## EXERCISE
Only the lines holding "اسطحی" are wanted. Copy every one from the records below.

Stored dataset items
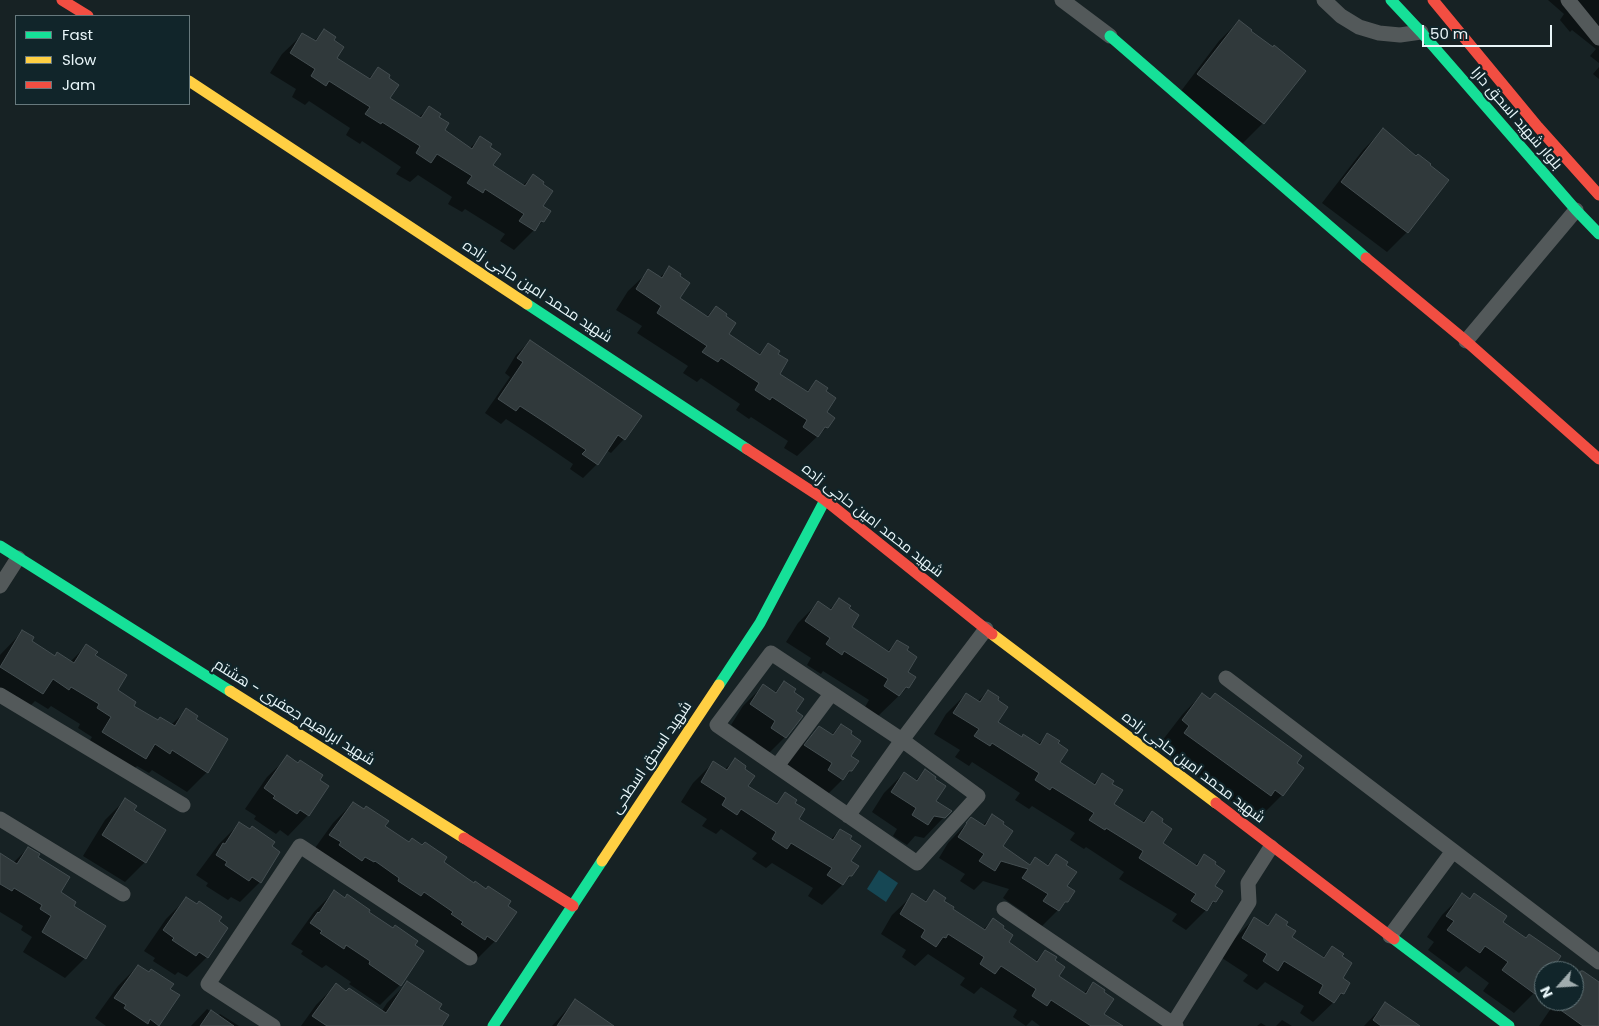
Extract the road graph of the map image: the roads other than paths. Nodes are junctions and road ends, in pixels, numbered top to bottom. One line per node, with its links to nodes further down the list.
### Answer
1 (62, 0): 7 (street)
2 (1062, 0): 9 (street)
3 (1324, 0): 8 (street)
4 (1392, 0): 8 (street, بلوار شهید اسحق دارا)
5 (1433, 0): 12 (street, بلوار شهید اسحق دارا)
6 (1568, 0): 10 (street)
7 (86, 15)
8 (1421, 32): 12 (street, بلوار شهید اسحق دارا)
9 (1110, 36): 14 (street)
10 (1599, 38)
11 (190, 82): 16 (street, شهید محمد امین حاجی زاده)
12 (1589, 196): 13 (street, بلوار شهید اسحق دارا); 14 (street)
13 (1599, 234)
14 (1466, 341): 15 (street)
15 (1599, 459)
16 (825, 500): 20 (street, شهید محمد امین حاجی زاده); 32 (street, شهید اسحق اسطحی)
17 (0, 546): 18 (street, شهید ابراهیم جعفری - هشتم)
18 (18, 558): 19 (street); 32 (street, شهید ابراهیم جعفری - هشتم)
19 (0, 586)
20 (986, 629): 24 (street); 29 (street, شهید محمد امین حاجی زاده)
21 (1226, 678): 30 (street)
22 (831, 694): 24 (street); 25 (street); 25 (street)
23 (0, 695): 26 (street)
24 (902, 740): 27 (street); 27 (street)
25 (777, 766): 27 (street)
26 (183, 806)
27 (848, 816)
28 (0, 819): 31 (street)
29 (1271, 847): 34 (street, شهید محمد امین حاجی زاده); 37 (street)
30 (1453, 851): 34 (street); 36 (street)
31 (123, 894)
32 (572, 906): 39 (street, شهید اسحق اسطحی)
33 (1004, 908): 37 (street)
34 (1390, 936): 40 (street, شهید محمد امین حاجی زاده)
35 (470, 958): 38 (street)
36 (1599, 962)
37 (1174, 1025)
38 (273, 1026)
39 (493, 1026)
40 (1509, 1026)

## SOLUTION
16 (825, 500): 20 (street, شهید محمد امین حاجی زاده); 32 (street, شهید اسحق اسطحی)
32 (572, 906): 39 (street, شهید اسحق اسطحی)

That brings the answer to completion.